Gilbert Canyon lies along the southern edge of Georges Bank, one of the eastern canyons in the chain. It is a long run, but the Georges Bank edge is famously rich, and Gilbert holds the full canyon slate of yellowfin, bigeye, bluefin, marlin, swordfish and mahi.

The canyon

Fish the edge and the fingers along the bank. Being deep in the Georges chain, it is often fished as part of a multi-day trip working several of the eastern canyons.

How to fish it

Troll the edge, chunk overnight, deep-drop for swords, and work the pots and weed lines for mahi.

Tip The far Georges canyons reward a multi-day plan. When you are running this far, build a trip that lets you fish several canyons and the best water among them, rather than pinning everything on one spot.

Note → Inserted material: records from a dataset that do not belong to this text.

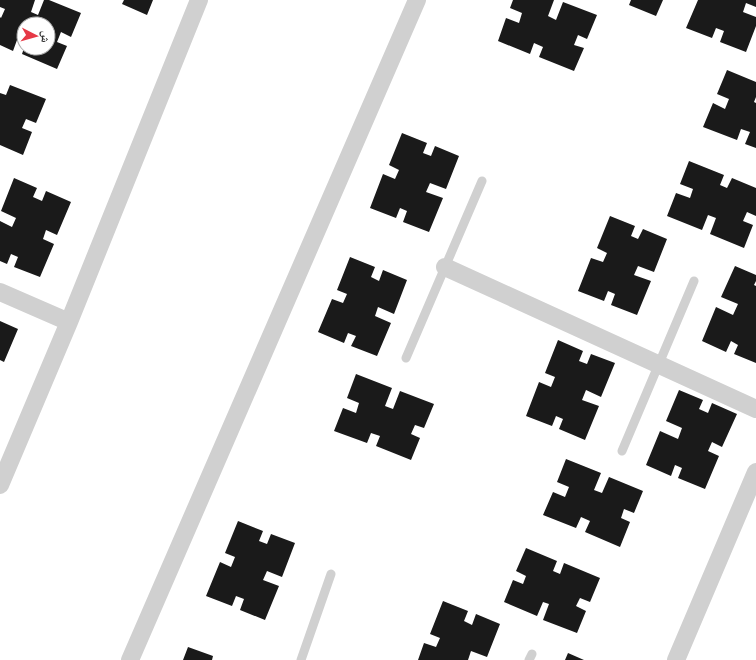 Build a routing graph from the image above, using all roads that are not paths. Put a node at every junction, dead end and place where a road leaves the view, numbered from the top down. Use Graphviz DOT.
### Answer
graph roads {
  1 [pos="199,0"];
  2 [pos="417,0"];
  3 [pos="482,181"];
  4 [pos="445,267"];
  5 [pos="694,281"];
  6 [pos="0,292"];
  7 [pos="69,322"];
  8 [pos="406,358"];
  9 [pos="659,364"];
  10 [pos="756,409"];
  11 [pos="622,451"];
  12 [pos="756,472"];
  13 [pos="0,485"];
  14 [pos="331,574"];
  15 [pos="130,660"];
  16 [pos="301,660"];
  17 [pos="676,660"];
  1 -- 7 [label="street"];
  2 -- 15 [label="street"];
  3 -- 4 [label="lane"];
  4 -- 8 [label="lane"];
  4 -- 9 [label="street"];
  5 -- 9 [label="lane"];
  6 -- 7 [label="street"];
  7 -- 13 [label="street"];
  9 -- 10 [label="street"];
  9 -- 11 [label="lane"];
  12 -- 17 [label="street"];
  14 -- 16 [label="lane"];
} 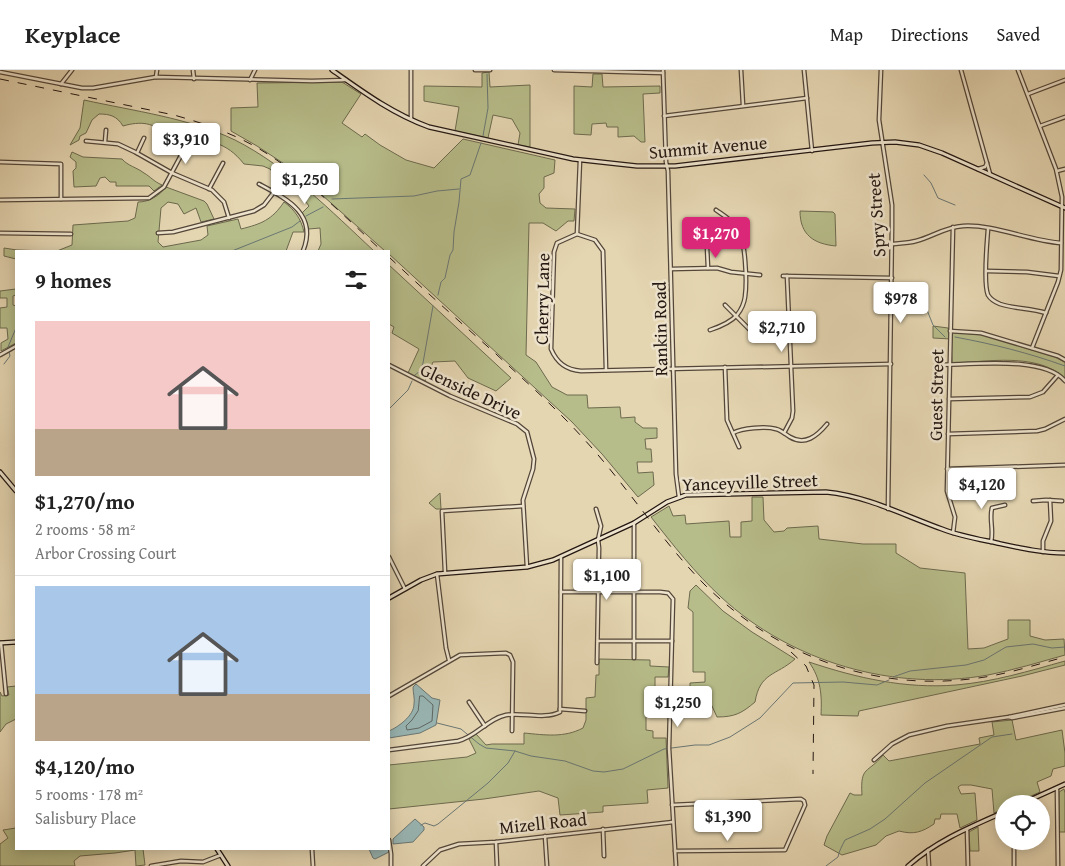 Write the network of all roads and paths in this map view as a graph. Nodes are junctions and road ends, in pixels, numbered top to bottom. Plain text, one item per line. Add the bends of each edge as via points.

Canyon-run safety The canyons are a long run into deep, open ocean, usually an overnight or multi-day trip far beyond help. Go in a capable, well-found boat, watch the weather window closely, carry proper safety and communications gear (EPIRB, life raft, redundant electronics), and file a float plan. This is serious offshore fishing.
Regulations Tuna are federally managed highly migratory species requiring an HMS permit, with category, size and retention rules that change through the season. Confirm current rules with NOAA Fisheries HMS before fishing.
From the page to the water

Learn it here, land it out there

Reading is a great start. The fastest way to get good is a day on the water with someone who does it every day.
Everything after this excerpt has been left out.